The pictures are large, often with black backgrounds, and mounted on canvas or wood; half of them are divided across multiple panels. The gaps sometimes split faces in two, adding pictorial drama while suggesting fractured psyches. That the format evokes Renaissance art seems apt. Some of Miller-Kershman’s inspirations are screen shots, but her paintings have an eerie timelessness.
Lavely Miller-Kershman Through Dec. 2 at Foundry Gallery, 2118 Eighth St. NW.
Trees provide a strong vertical orientation in the paintings of Ellen Sinel and David Terrar, now showing at the Arts Club of Washington. Sinel’s style is more realistic, although with a speculative element. Terrar’s approach is less naturalistic, partly due to his abundant use of gold leaf.
Whether working from life or memory, Sinel paints with precision. When the image blurs, it’s to simulate a real-world phenomenon, as in two pictures that depict views from moving trains. Yet, the D.C. artist sometimes inserts red, orange or yellow nonrepresentational lines, echoing the directions of the trunks and branches. Sinel doesn’t reduce these landscapes to their geometric elements, but she’s clearly tempted to do so.
The green and brown of Sinel’s warm-weather scenes turn black, white and red-gold in Terrar’s wintry ones. Spaces aren’t wide open in the painter’s exteriors, in which bare black trees crowd each other. White ground implies snow, while sunlight penetrates the thickets as areas of thick gold, sometimes glinting against red leaves.

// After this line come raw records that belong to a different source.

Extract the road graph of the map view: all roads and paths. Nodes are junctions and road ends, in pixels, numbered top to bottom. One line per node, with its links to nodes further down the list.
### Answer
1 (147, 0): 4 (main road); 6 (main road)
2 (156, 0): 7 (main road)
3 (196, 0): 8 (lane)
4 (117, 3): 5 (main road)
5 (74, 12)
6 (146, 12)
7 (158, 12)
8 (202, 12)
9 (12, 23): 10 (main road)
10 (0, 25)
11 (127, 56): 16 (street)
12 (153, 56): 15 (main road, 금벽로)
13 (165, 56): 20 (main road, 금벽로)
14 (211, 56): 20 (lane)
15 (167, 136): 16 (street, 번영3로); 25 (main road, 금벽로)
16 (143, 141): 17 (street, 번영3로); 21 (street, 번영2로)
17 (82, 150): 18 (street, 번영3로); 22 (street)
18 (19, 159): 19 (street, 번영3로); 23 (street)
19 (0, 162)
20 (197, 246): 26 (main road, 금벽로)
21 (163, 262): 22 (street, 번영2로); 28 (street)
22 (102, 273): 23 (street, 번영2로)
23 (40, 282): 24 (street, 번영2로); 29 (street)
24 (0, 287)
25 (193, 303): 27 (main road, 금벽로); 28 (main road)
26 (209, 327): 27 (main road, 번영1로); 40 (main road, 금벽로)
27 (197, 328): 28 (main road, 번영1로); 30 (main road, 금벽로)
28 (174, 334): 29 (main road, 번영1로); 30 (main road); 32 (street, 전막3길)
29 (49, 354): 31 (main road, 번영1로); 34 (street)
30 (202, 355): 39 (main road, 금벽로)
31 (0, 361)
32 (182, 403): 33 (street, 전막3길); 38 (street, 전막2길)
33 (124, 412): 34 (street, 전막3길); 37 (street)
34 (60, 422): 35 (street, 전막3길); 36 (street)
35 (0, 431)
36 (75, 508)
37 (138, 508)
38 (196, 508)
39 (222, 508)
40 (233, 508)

Terrar is a Marylander known for cozy local-color vignettes, but with these pictures he has conjured something primal and strange.
Ellen Sinel & David Terrar Through Dec. 1 at the Arts Club of Washington, 2017 I St. NW.
A Bauhaus-educated artist who lived his final years in Reston, Va., Werner Drewes was one of the German emigres who helped spark American abstraction. Yet not all his work was abstract, as evidenced by Gallery B’s “100th Year Anniversary of the Bauhaus: Werner Drewes (1899-1985).” The show includes an impressionist watercolor of a jungle scene in Peru, where the artist lived for a time, and two striking woodcuts of yellow-fleshed female nudes, one of whom is trying on the ideal color contrast: a red stocking.
Stained glass was among the media Drewes studied at the Bauhaus, notes Karen E.D. Seibert, this survey’s curator and Drewes’s granddaughter. The influence of that schooling is evident in the artist’s collages, which resemble arrangements of colored-glass panes. The cut-paper assemblages were sometimes used as models for larger paintings, one of which is shown here alongside its smaller prototype.
Yet the artist and his peers also pondered the future as they stripped down and rebuilt familiar imagery. One machine-inspired woodcut, “The Robot,” suggests that Drewes looked as much to industrial design as to cathedrals.
100th Year Anniversary of the Bauhaus: Werner Drewes (1899-1985) Through Dec. 2 at Gallery B, 7700 Wisconsin Ave., No. E, Bethesda.